• WHAT YOU ARE ASKED TO DO:
Copy every record that appears below, exactly as it stands.
= = = = = = =
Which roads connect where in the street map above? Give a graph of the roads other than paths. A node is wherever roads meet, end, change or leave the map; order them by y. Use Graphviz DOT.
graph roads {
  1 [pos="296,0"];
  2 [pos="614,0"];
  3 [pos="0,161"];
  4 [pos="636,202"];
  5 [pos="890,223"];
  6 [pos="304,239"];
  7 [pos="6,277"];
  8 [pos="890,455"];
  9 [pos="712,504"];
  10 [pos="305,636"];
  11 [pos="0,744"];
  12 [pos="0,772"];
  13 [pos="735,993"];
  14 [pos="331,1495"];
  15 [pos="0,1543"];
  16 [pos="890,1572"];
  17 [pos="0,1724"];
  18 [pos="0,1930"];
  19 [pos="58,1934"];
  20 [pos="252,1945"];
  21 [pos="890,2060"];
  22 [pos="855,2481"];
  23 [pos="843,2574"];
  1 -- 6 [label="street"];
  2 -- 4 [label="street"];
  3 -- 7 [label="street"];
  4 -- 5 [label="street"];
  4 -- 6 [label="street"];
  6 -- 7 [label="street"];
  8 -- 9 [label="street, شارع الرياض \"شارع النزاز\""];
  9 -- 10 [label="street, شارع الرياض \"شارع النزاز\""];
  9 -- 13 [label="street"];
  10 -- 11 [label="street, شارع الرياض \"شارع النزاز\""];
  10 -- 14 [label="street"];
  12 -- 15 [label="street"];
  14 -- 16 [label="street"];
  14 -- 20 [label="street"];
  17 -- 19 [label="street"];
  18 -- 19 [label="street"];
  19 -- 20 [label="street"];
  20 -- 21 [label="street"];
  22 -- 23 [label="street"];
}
= = = = = = =
• SOLUTION FOR THIS PROBLEM:
Which roads connect where in the street map above? Give a graph of the roads other than paths. A node is wherever roads meet, end, change or leave the map; order them by y. Use Graphviz DOT.
graph roads {
  1 [pos="296,0"];
  2 [pos="614,0"];
  3 [pos="0,161"];
  4 [pos="636,202"];
  5 [pos="890,223"];
  6 [pos="304,239"];
  7 [pos="6,277"];
  8 [pos="890,455"];
  9 [pos="712,504"];
  10 [pos="305,636"];
  11 [pos="0,744"];
  12 [pos="0,772"];
  13 [pos="735,993"];
  14 [pos="331,1495"];
  15 [pos="0,1543"];
  16 [pos="890,1572"];
  17 [pos="0,1724"];
  18 [pos="0,1930"];
  19 [pos="58,1934"];
  20 [pos="252,1945"];
  21 [pos="890,2060"];
  22 [pos="855,2481"];
  23 [pos="843,2574"];
  1 -- 6 [label="street"];
  2 -- 4 [label="street"];
  3 -- 7 [label="street"];
  4 -- 5 [label="street"];
  4 -- 6 [label="street"];
  6 -- 7 [label="street"];
  8 -- 9 [label="street, شارع الرياض \"شارع النزاز\""];
  9 -- 10 [label="street, شارع الرياض \"شارع النزاز\""];
  9 -- 13 [label="street"];
  10 -- 11 [label="street, شارع الرياض \"شارع النزاز\""];
  10 -- 14 [label="street"];
  12 -- 15 [label="street"];
  14 -- 16 [label="street"];
  14 -- 20 [label="street"];
  17 -- 19 [label="street"];
  18 -- 19 [label="street"];
  19 -- 20 [label="street"];
  20 -- 21 [label="street"];
  22 -- 23 [label="street"];
}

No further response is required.